The result of each validation is pushed through a separate topic, Order Validations, so that we retain the single writer status of the Orders Service —> Orders Topic (Ben Stopford’s book discusses several options for managing consistency in event collaboration).

The results of the various validation checks are aggregated in the Validation Aggregator Service, which then moves the order to a Validated or Failed state, based on the combined result.

To allow users to GET any order, the Orders Service creates a queryable materialized view (embedded inside the Orders Service), using a state store in each instance of the service, so that any Order can be requested historically. Note also that the Orders Service can be scaled out over multiple nodes, in which case GET requests must be routed to the correct node to get a certain key. This is handled automatically using the interactive queries functionality in Kafka Streams.

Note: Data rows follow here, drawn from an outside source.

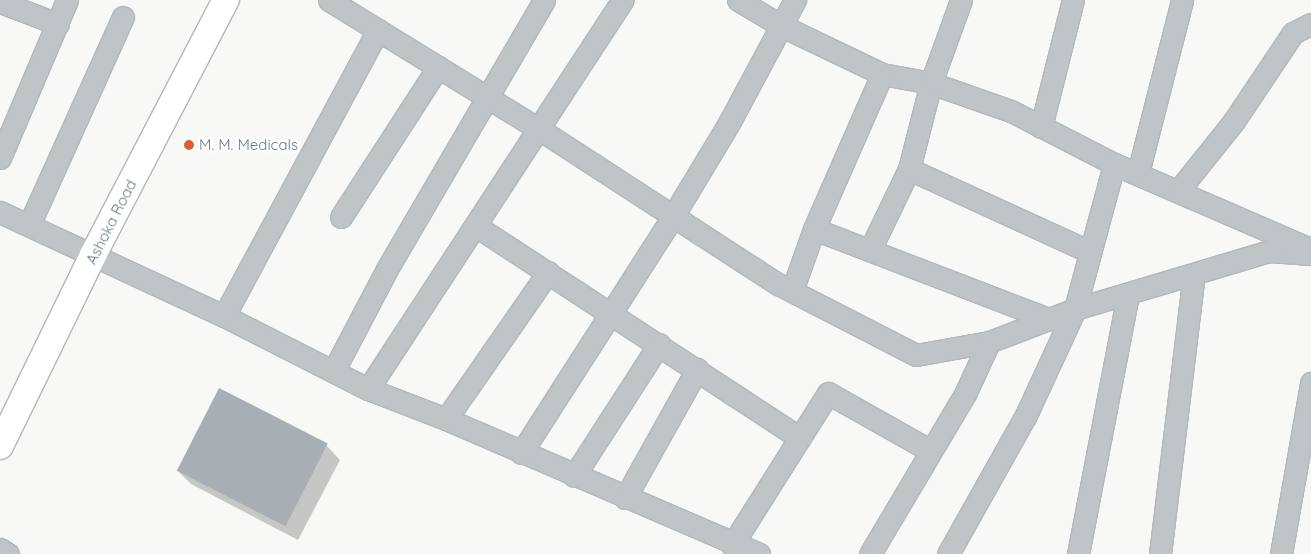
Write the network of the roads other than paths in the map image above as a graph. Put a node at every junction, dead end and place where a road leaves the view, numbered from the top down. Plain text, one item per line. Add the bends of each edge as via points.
1 (67, 0) edge
2 (226, 0) edge
3 (329, 0) edge
4 (544, 0) edge
5 (623, 0) edge
6 (738, 0) edge
7 (795, 0) edge
8 (961, 0) edge
9 (1182, 0) edge
10 (1071, 1) edge
11 (0, 2) edge
12 (123, 17) dead end
13 (58, 24) junction
14 (1311, 24) edge
15 (782, 26) junction
16 (378, 30) junction
17 (438, 67) junction
18 (882, 74) junction
19 (931, 83) junction
20 (489, 98) junction
21 (1041, 127) junction
22 (539, 129) junction
23 (0, 158) edge
24 (1114, 164) junction
25 (909, 169) junction
26 (1138, 173) junction
27 (1178, 191) junction
28 (0, 212) edge
29 (674, 216) junction
30 (341, 217) dead end
31 (29, 225) junction
32 (476, 226) junction
33 (814, 229) junction
34 (870, 250) junction
35 (1311, 250) edge
36 (1090, 252) junction
37 (1311, 254) edge
38 (93, 255) junction
39 (548, 272) junction
40 (1194, 274) junction
41 (792, 291) junction
42 (1128, 294) junction
43 (1075, 309) junction
44 (610, 311) junction
45 (224, 316) junction
46 (1049, 319) junction
47 (990, 342) junction
48 (659, 344) junction
49 (697, 369) junction
50 (334, 370) junction
51 (1311, 383) edge
52 (368, 389) junction
53 (446, 419) junction
54 (800, 437) junction
55 (0, 446) edge
56 (931, 451) junction
57 (521, 453) junction
58 (1304, 469) edge
59 (574, 476) junction
60 (625, 498) junction
61 (732, 545) junction
62 (0, 549) edge
63 (8, 554) edge
64 (759, 554) edge
65 (870, 554) edge
66 (948, 554) edge
67 (1078, 554) edge
68 (1160, 554) edge
69 (1281, 554) edge

1 - 13 street
2 - 38 main road, Ashoka Road
3 - 16 street
4 - 20 street
5 - 22 street
6 - 15 street
7 - 15 street
8 - 19 street
9 - 26 street
10 - 21 street
11 - 13 street
12 - 31 street
13 - 23 street
14 - 27 street via 1293,33 1234,121
15 - 18 street
15 - 29 street via 730,123
16 - 17 street
16 - 45 street
17 - 20 street
17 - 30 street
18 - 19 street
18 - 33 street
19 - 21 street via 1010,111
19 - 25 street
20 - 22 street
20 - 50 street via 387,269
21 - 24 street
22 - 29 street
22 - 32 street
24 - 26 street
24 - 36 street
25 - 34 street
25 - 36 street
26 - 27 street
27 - 35 street
28 - 31 street
29 - 41 street
29 - 44 street
31 - 38 street
32 - 39 street
32 - 52 street
33 - 34 street
33 - 41 street
34 - 46 street
36 - 43 street
37 - 40 street via 1269,251
38 - 45 street
38 - 55 main road, Ashoka Road
39 - 44 street
39 - 53 street
40 - 42 street
40 - 68 street
41 - 47 street via 916,355
42 - 43 street
42 - 67 street
43 - 46 street
43 - 66 street via 1026,415
44 - 48 street
44 - 57 street
45 - 50 street
46 - 47 street
47 - 56 street via 966,392
48 - 49 street
48 - 59 street
49 - 54 street
49 - 60 street
50 - 52 street
51 - 58 street
52 - 53 street
53 - 57 street
54 - 56 street via 828,393
54 - 61 street
56 - 65 street
57 - 59 street
58 - 69 street
59 - 60 street
60 - 61 street
61 - 64 street
62 - 63 street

The Orders Service also includes a blocking HTTP GET so that clients can read their own writes. In this way, we bridge the synchronous, blocking paradigm of a RESTful interface with the asynchronous, non-blocking processing performed server-side.

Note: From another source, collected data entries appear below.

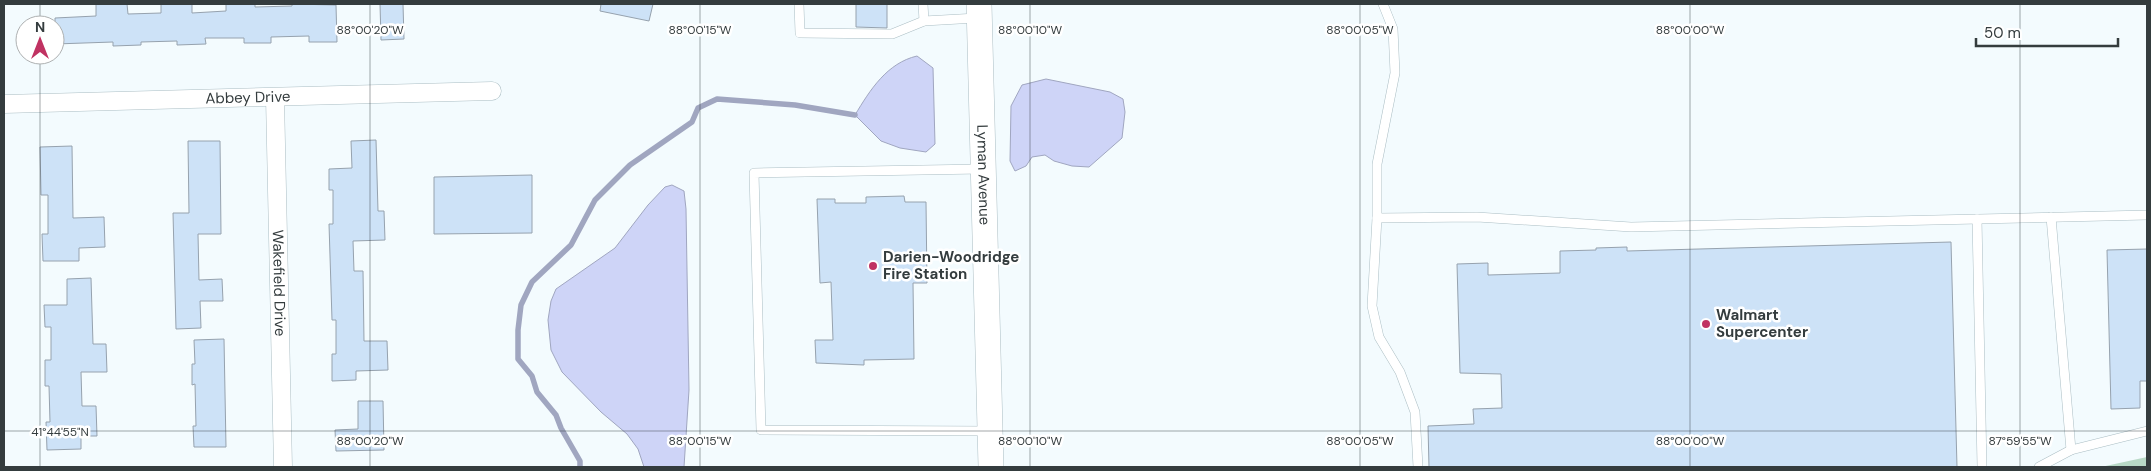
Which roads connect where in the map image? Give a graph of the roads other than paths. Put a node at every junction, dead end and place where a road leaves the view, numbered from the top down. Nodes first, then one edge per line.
1 (799, 4) edge
2 (923, 4) edge
3 (1383, 4) edge
4 (979, 11) edge
5 (924, 21) junction
6 (492, 91) dead end
7 (275, 98) junction
8 (4, 104) edge
9 (983, 168) junction
10 (2147, 215) edge
11 (2051, 217) junction
12 (1377, 218) junction
13 (1976, 219) junction
14 (990, 431) junction
15 (2147, 431) edge
16 (2071, 450) junction
17 (283, 467) edge
18 (991, 467) edge
19 (1418, 467) edge
20 (1982, 467) edge
21 (2039, 467) edge

1 - 5 lane
2 - 5 lane
3 - 12 lane
4 - 5 lane
4 - 9 street, Lyman Avenue
6 - 7 street, Abbey Drive
7 - 8 street, Abbey Drive
7 - 17 street, Wakefield Drive
9 - 14 street, Lyman Avenue
9 - 14 lane
10 - 11 lane
11 - 13 lane
11 - 16 lane
12 - 13 lane
12 - 19 lane
13 - 20 lane
14 - 18 street, Lyman Avenue
15 - 16 lane
16 - 21 lane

There is a simple service that sends emails, and another that collates orders and makes them available in a search index using Elasticsearch.

Finally, ksqlDB is running with persistent queries to enrich streams and to also check for fraudulent behavior.

Here is a diagram of the microservices and the related Kafka topics.

image

All the services are client applications written in Java, and they use the Kafka Streams API. The Java source code for these microservices is in the kafka-streams-examples repo.

Summary of services and the topics they consume from and produce to:

Service Consumes From Produces To
InventoryService orders, warehouse-inventory order-validations
FraudService orders order-validations
OrderDetailsService orders order-validations
ValidationsAggregatorService order-validations, orders orders
EmailService orders, payments, customers platinum, gold, silver, bronze
OrdersService N/A orders

End-to-end Streaming ETL

This example showcases an entire end-to-end streaming ETL deployment, built around the microservices described above. It is built on the Confluent Platform, including:

  • JDBC source connector: reads from a SQLite database that has a table of customers information and writes the data to a Kafka topic, using Connect transforms to add a key to each message
  • Elasticsearch sink connector: pushes data from a Kafka topic to Elasticsearch
  • ksqlDB: another variant of a fraud detection microservice
Other Clients Consumes From Produces To
JDBC source connector DB customers
Elasticsearch sink connector orders ES
ksqlDB orders, customers ksqlDB streams and tables

For the end-to-end example, the code that creates the order events via REST calls to the Orders Service and generates the initial inventory is provided by the following applications:

Application (Datagen) Consumes From Produces To
PostOrdersAndPayments N/A payments
AddInventory N/A warehouse-inventory

Prerequisites

Reading

You will get a lot more out of this tutorial if you have first learned the concepts which are foundational for this tutorial. To learn how service-based architectures and stream processing platforms such as Apache Kafka® can help you build business-critical systems, we recommend:

For more learning on Kafka Streams API that you can use as a reference while working through this tutorial, we recommend:

Environment

  • For compiling and running the applications:
    • Java 1.8 to run the demo application
    • Maven to compile the demo application
  • For running the end-to-end example on Confluent Cloud, with connectors, Elasticsearch, and Kibana:
    • Confluent Cloud
    • Local install of Confluent CLI v3.0.0 or later
    • Docker version >= 19.00.0
    • Docker Compose version >= 1.25.0 with Docker Compose file format 3
    • In Docker’s advanced settings, increase the memory dedicated to Docker to at least 6GB (default is 2GB)

Tutorial

Setup the Tutorial

  1. Clone the confluentinc/examples GitHub repository.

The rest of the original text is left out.